Nevertheless, finding and holding a job today increasingly depends on writing good, clear English — English that produces the results you want. The good news is that you don’t have to have a degree to write clearly. (An advanced education can sometimes, in fact, get in the way, producing jargon few understand.)
Instead, simply attend “Write for Reentry,” a job readiness program launched in December, 2013 at the Massachusetts Correctional Institution in Framingham. We’ll show you a few steps that can be learned by anyone at any educational level.

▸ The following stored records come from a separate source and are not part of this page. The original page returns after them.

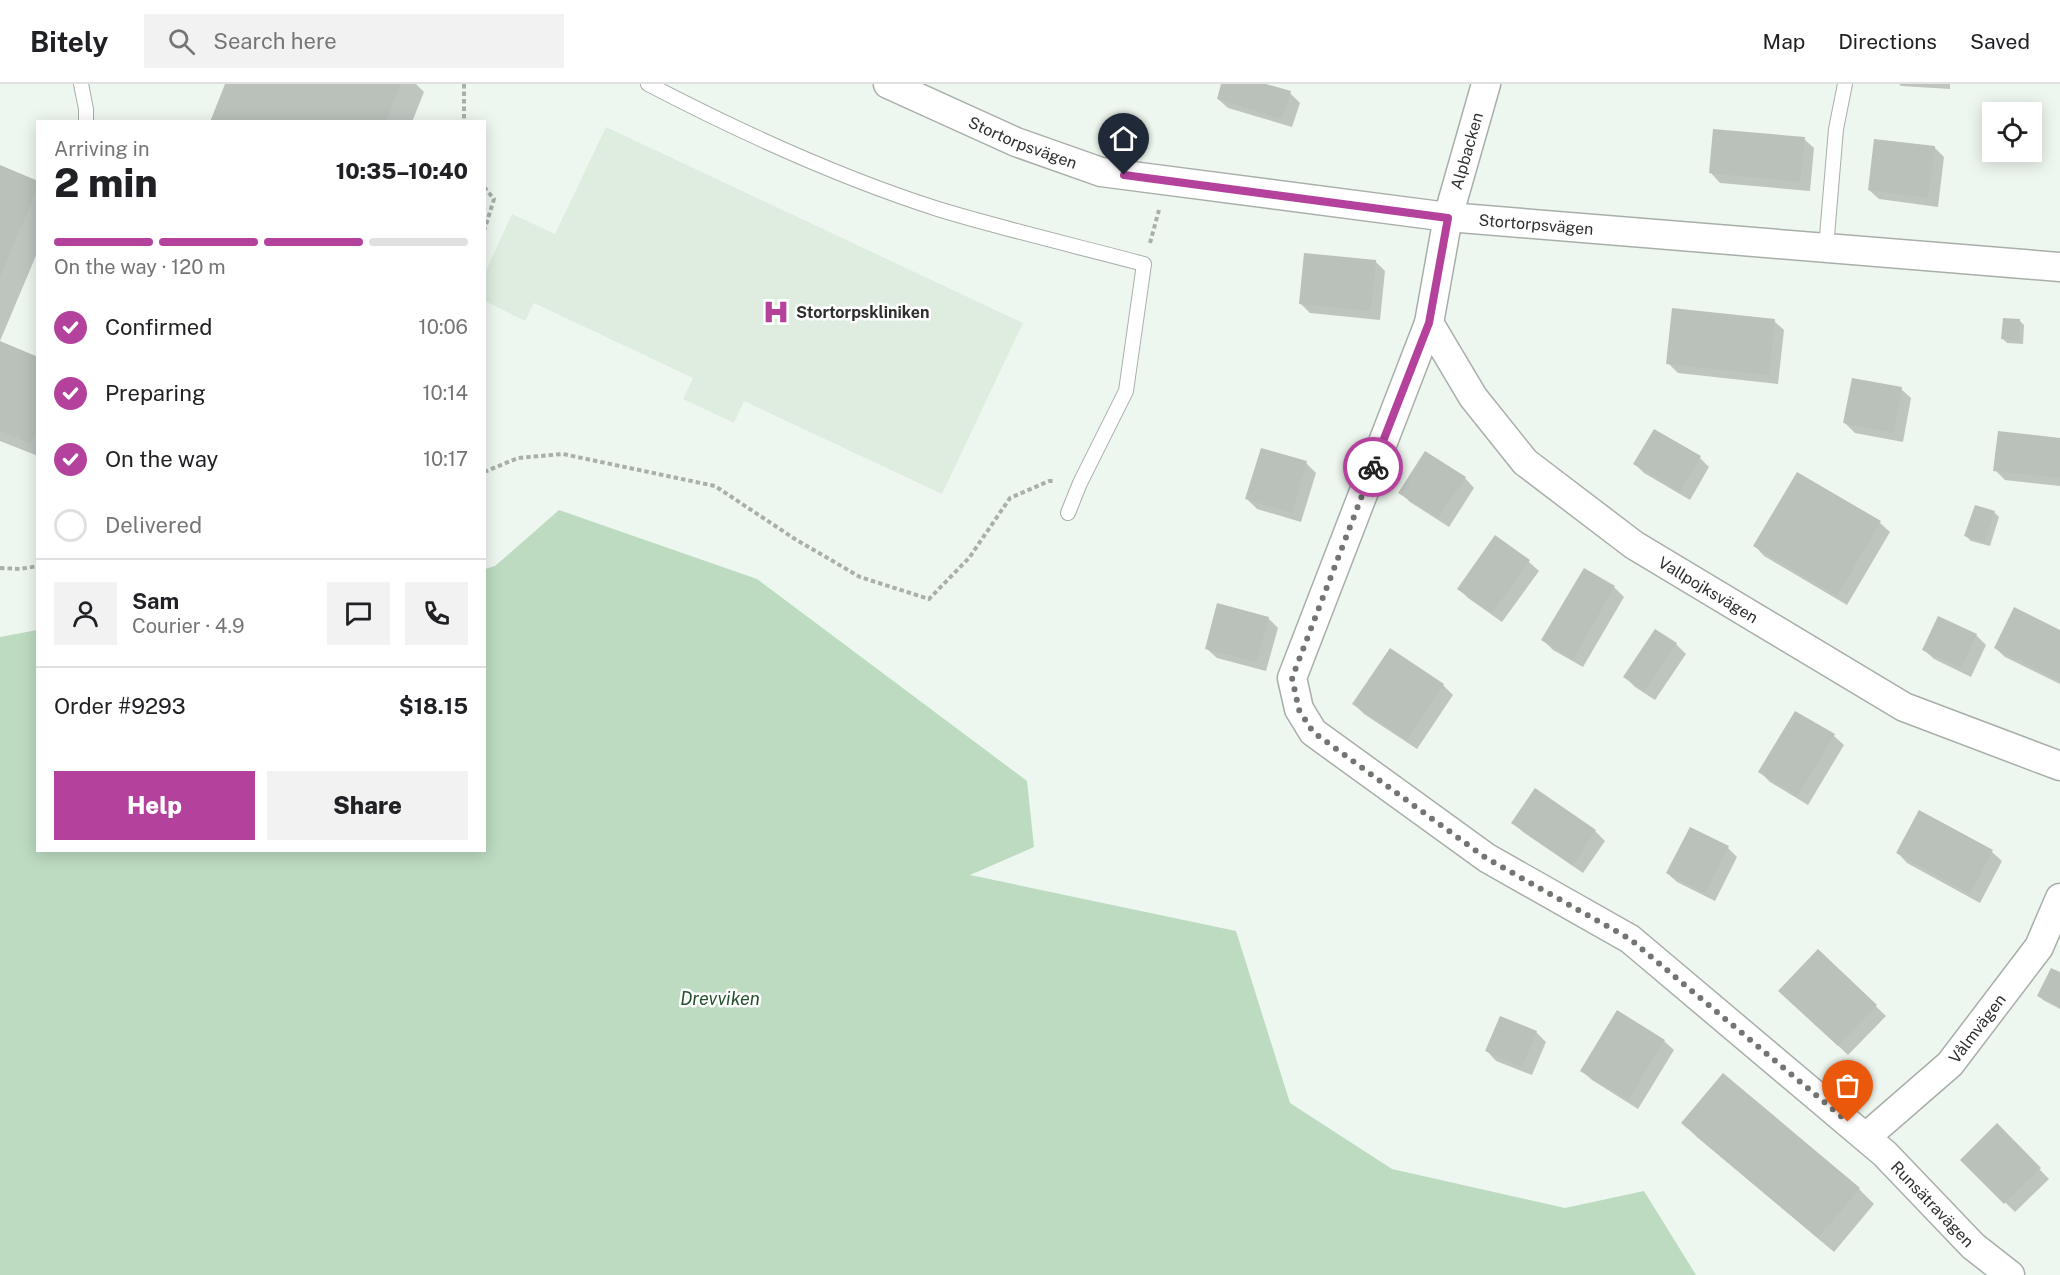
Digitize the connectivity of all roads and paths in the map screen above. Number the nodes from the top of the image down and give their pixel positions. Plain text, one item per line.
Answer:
1 (81, 84) edge
2 (464, 84) edge
3 (648, 84) edge
4 (888, 84) edge
5 (1486, 84) edge
6 (1845, 84) edge
7 (86, 120) edge
8 (464, 120) edge
9 (486, 190) edge
10 (1161, 205) dead end
11 (1448, 218) junction
12 (486, 225) edge
13 (1826, 248) junction
14 (1144, 264) junction
15 (2060, 267) edge
16 (1429, 323) junction
17 (486, 471) edge
18 (1080, 483) junction
19 (1068, 513) dead end
20 (36, 566) edge
21 (0, 568) edge
22 (2060, 766) edge
23 (2060, 898) edge
24 (1866, 1137) junction
25 (2010, 1275) edge

1 - 7 lane
2 - 8 path
3 - 14 lane
4 - 11 street, Stortorpsvägen
5 - 11 street, Alpbacken
6 - 13 lane
9 - 12 path
10 - 14 path
11 - 13 street, Stortorpsvägen
11 - 16 street, Runsätravägen
13 - 15 street, Stortorpsvägen
14 - 18 lane
16 - 22 street, Vallpojksvägen
16 - 24 street, Runsätravägen
17 - 18 path
18 - 19 lane
20 - 21 path
23 - 24 street, Vålmvägen
24 - 25 street, Runsätravägen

Follow these steps, and responding to “tell us about yourself” on a job application will feel more like an opportunity than a chore.
Guaranteed.
Materials needed: bring a notebook and pen
- Text: William Zinsser – “How to Write Well” — 30th Anniversary Edition
- Certificates of Completion awarded
- Workshop led by experienced writers, editors, employers, and entrepreneurs
– Space is Limited – Good Time is Possible
Inmates contact your Program Director for details.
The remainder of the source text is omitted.